Dick turned toward Newt.

Fire.

Yes. Fire.

Can we put it out?

There was a short mental silence as Newt thought about it; Dick could sense him wanting to simply push it aside and go on to where Gardener was. What Dick wanted wasn't complicated: he wanted to rip out Jim Gardener's gizzard. But that wasn't the answer and they both knew it—all the Shed People, even Adley, knew it. The stakes were higher now. And Dick was confident Jim Gardener was going to lose his gizzard anyway, in one fashion or another.

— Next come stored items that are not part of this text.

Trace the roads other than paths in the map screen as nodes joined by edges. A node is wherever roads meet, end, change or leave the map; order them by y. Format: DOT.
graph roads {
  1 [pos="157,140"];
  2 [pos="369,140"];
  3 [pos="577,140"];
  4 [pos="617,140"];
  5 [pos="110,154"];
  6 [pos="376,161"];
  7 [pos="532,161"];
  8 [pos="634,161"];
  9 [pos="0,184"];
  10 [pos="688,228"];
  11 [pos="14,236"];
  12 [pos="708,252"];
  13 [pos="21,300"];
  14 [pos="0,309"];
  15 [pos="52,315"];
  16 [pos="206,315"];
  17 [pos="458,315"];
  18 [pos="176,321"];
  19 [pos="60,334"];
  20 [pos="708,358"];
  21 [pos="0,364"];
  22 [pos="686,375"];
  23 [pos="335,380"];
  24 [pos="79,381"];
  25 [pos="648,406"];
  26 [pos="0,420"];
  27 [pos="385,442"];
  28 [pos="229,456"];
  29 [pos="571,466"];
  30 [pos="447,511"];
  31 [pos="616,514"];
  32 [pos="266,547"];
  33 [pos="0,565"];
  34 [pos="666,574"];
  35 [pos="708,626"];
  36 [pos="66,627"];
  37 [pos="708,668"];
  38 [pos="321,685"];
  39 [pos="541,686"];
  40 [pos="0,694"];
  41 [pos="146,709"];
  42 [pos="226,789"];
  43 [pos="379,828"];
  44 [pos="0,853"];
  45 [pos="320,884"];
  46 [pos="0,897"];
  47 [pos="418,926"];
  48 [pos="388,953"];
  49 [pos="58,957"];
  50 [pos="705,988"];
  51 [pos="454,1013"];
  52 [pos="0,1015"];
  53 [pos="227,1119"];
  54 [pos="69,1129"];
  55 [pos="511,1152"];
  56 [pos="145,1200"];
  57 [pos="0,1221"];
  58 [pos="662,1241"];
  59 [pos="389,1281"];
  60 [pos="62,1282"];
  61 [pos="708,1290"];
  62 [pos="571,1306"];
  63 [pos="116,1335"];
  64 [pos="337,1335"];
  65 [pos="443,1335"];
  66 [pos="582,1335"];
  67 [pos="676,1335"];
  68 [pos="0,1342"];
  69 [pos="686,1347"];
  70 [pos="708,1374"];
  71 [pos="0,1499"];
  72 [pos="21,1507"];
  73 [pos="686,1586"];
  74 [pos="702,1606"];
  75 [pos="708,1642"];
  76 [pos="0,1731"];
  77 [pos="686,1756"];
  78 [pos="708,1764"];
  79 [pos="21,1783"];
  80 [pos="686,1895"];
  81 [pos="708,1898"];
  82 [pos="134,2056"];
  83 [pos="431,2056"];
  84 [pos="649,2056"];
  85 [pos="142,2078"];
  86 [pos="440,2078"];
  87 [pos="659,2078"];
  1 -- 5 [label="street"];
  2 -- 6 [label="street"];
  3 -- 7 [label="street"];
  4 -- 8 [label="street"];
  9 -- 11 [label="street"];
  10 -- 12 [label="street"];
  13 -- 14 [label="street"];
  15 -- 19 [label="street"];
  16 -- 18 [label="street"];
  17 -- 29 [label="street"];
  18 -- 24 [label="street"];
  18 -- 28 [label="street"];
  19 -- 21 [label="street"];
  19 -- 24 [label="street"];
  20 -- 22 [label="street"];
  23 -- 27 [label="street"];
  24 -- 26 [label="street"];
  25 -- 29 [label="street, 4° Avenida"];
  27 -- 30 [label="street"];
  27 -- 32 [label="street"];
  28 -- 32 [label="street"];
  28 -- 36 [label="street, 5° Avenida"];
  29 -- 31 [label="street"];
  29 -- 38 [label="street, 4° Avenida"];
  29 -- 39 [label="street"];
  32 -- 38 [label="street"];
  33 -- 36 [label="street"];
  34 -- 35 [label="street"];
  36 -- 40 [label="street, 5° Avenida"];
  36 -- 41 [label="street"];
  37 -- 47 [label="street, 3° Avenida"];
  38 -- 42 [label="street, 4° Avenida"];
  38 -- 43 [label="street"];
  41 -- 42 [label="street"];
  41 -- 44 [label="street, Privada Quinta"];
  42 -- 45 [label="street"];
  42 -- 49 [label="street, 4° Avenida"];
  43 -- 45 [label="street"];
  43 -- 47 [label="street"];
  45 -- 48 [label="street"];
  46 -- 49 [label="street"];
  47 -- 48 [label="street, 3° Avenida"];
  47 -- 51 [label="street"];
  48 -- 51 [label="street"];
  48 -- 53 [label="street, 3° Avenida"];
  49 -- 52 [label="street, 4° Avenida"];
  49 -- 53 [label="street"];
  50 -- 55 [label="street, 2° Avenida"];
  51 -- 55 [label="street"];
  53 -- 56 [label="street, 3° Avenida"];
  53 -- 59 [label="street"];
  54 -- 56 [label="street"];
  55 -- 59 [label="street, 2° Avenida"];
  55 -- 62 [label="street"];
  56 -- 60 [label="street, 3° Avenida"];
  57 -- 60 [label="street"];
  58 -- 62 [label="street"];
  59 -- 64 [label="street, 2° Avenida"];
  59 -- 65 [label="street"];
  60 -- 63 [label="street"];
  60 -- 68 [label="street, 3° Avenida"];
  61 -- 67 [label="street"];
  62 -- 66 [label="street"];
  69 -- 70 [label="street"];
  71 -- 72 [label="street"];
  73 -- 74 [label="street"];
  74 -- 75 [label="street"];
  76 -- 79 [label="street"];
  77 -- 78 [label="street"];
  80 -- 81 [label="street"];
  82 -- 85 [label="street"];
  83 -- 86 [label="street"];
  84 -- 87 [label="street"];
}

Crossing the Tommyknockers was a bad idea. It made them mad. This was a truth many races on other worlds had found out long before today's festivities in Haven.

He and Newt both looked out toward the tree-bordered field where Elt Barker had crashed. The grasses and the plumes of the trees were blowing—not hard, but clearly blowing in a wind which blew from east to west. Not even enough breeze to qualify as a cap o'wind. but Dick thought it showed signs of brisking.

Yes we can put out the fire, Newt replied at last.

Stop the fire and the drunk too? Can we be sure of that?

Another long, thinking pause, and then Newt came to the answer that Dick had already suspected.

I don't know if we can do both. I know one or the other but I don't know if we can do both.